The health of the Chinese populace has improved considerably since 1949. Average life expectancy has increased by about three decades and now ranks nearly at the level of that in advanced industrial societies. Many communicable diseases, such as plague, smallpox, cholera, and typhus, have either been wiped out or brought under control. In addition, the incidences of malaria and schistosomiasis have declined dramatically since 1949.

As evaluated on a per capita basis, China's health facilities remain unevenly distributed. Medical and health personnel work in rural areas, where approximately one-half of the population resides, where access to higher tier care is limited. The doctors of Western medicine, who constitute about one-fourth of the total medical personnel, are even more concentrated in urban areas. Similarly, about two-thirds of the country's hospital beds are located in the cities.

China has a health insurance system that provides virtually free coverage for people employed in urban state enterprises and relatively inexpensive coverage for their families. The situation for workers in the rural areas or in urban employment outside the state sector is far more

varied. There are some cooperative health care programs, but their voluntary nature produced a decline in membership from the late 1970s.

The severest limitation on the availability of health services, however, appears to be an absolute lack of resources, rather than discrimination in access on the basis of the ability of individuals to pay. An extensive system of paramedical care has been fostered as the major medical resource available to most of the rural population, but the care has been of uneven quality. The paramedical system feeds patients into the more sophisticated commune-level and county-level hospitals when they are available.

New Rural Co-operative Medical Care System

The New Rural Co-operative Medical Care System (NRCMCS) is a new 2003 initiative to overhaul the healthcare system, particularly intended to make it more affordable for the rural poor. Nowadays the permanent urban population (except migrants) takes out medical insurance.
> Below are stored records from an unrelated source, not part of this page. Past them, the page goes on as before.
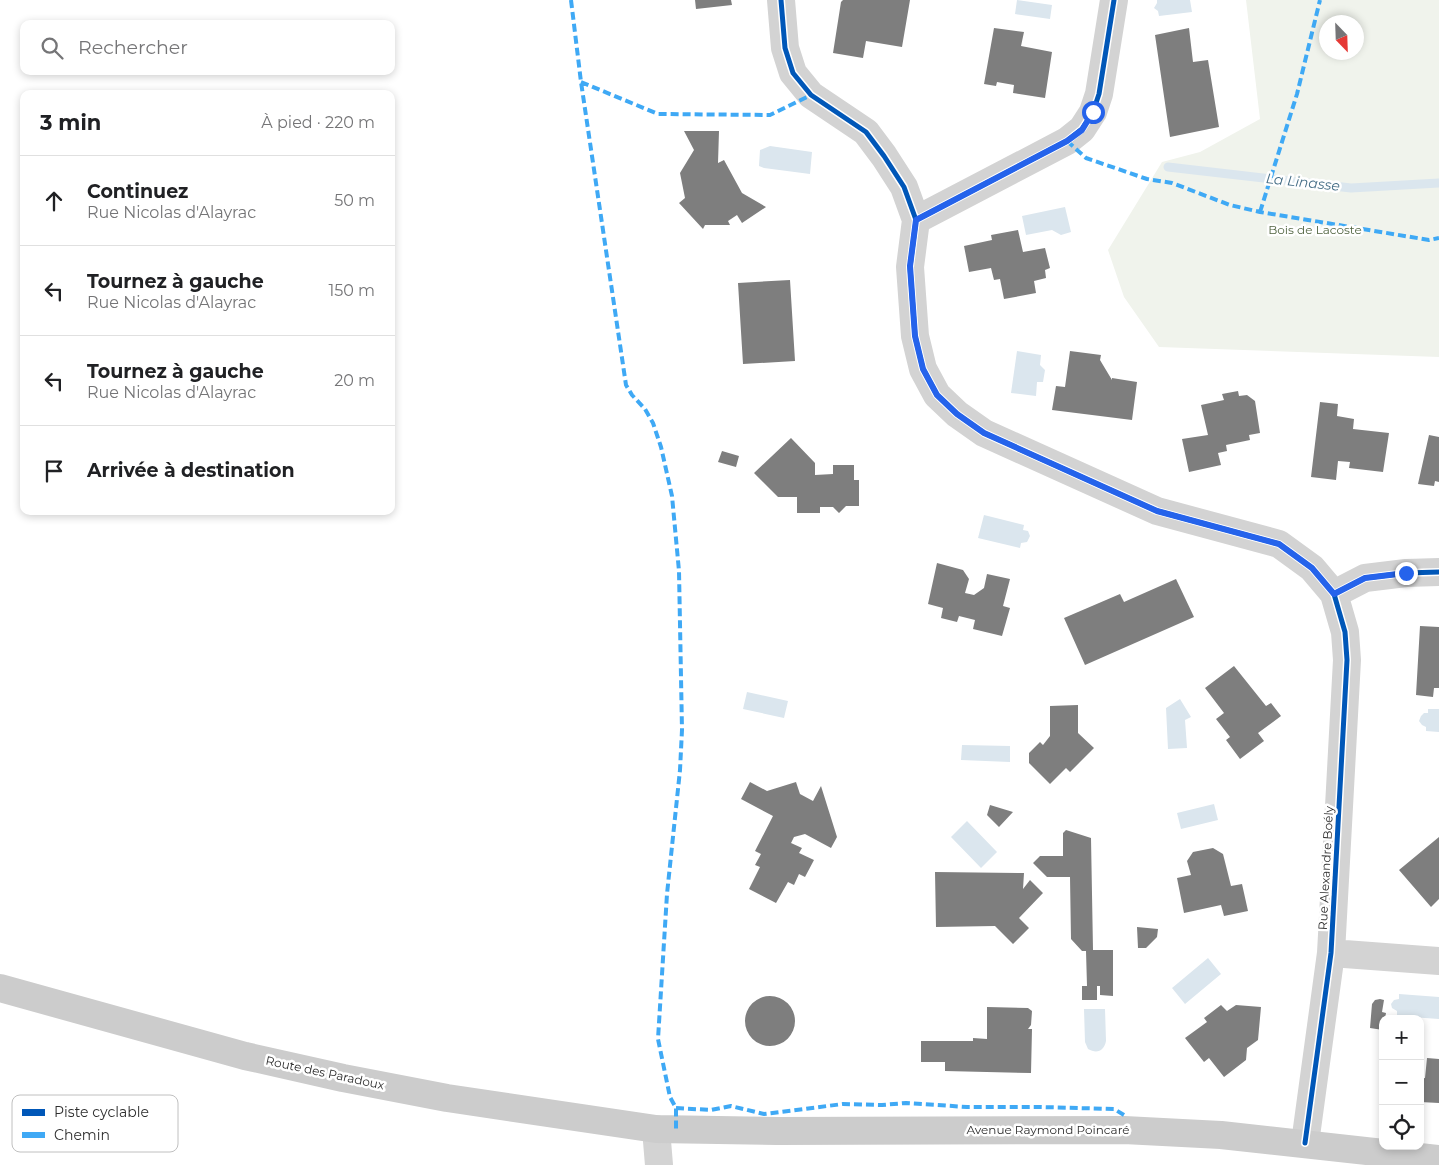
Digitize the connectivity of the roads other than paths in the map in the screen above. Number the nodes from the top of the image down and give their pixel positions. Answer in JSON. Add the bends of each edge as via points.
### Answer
{"nodes":[{"id":1,"x":781,"y":0,"type":"edge"},
{"id":2,"x":1114,"y":0,"type":"edge"},
{"id":3,"x":916,"y":220,"type":"junction"},
{"id":4,"x":1439,"y":572,"type":"edge"},
{"id":5,"x":1334,"y":594,"type":"junction"},
{"id":6,"x":1331,"y":953,"type":"junction"},
{"id":7,"x":1439,"y":961,"type":"edge"},
{"id":8,"x":0,"y":988,"type":"edge"},
{"id":9,"x":656,"y":1129,"type":"junction"},
{"id":10,"x":1304,"y":1143,"type":"junction"},
{"id":11,"x":1439,"y":1159,"type":"edge"},
{"id":12,"x":659,"y":1165,"type":"edge"}],
"edges":[{"from":1,"to":3,"type":"street","via":[[786,48],[793,73],[811,95],[866,132],[904,187]]},
{"from":2,"to":3,"type":"street","via":[[1099,94],[1082,130],[1067,141]]},
{"from":3,"to":5,"type":"street","via":[[910,266],[915,336],[923,369],[937,395],[957,414],[984,433],[1157,511],[1279,544],[1312,568]]},
{"from":4,"to":5,"type":"street","via":[[1365,578]]},
{"from":5,"to":6,"type":"street","name":"Rue Alexandre Boély","via":[[1345,632],[1348,660]]},
{"from":6,"to":7,"type":"street"},
{"from":6,"to":10,"type":"street","name":"Rue Alexandre Boély"},
{"from":8,"to":9,"type":"main road","name":"Route des Paradoux","via":[[245,1056],[343,1078],[447,1098]]},
{"from":9,"to":10,"type":"main road","name":"Avenue Raymond Poincaré","via":[[1124,1130]]},
{"from":9,"to":12,"type":"street"},
{"from":10,"to":11,"type":"main road","name":"Avenue Raymond Poincaré"}]}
Many in the rural areas may struggle to afford with the new burden of healthcare fees, a result of the collapse of the old state-funded health system which existed before China's program of economic reforms in the 1980s.

The annual cost of medical cover under the NRCMCS is 50 yuan (US$7) per person. Of that, 20 yuan is paid in by the central government, 20 yuan by the provincial government and 10 yuan is paid by the patient. As of September 2007, around 80% of the whole rural population of China had signed up (about 685 million people). The system is tiered, depending on the location. If patients go to a small hospital or clinic in their local town, the scheme will cover from 70-80% of their bill. If they go to a county one, the percentage of the cost being covered falls to about 60%. And if they need specialist help in a large modern city hospital, they have to bear most of the cost themselves; the scheme would cover about 30% of the bill.

Primary care reform

Lu et al. reported in 2005 that China has no national primary care system, in particular general practice. The introduction of general practice in parts of urban China began in 1999. Lu et al. explain that “acceptance of general practice has been slow against the background of a strong urban tradition of hospitals as primary care providers, the widespread belief that specialists are more skilled than generalists even for minor complaints, and the perceived right of the individual to use the provider of their choice. But these attitudes are changing slowly. In several cities, notably in Zhejiang, Jiangsu, and Guangdong provinces, general practitioners (GPs) are acquiring a good local reputation and are attracting large numbers of patients.”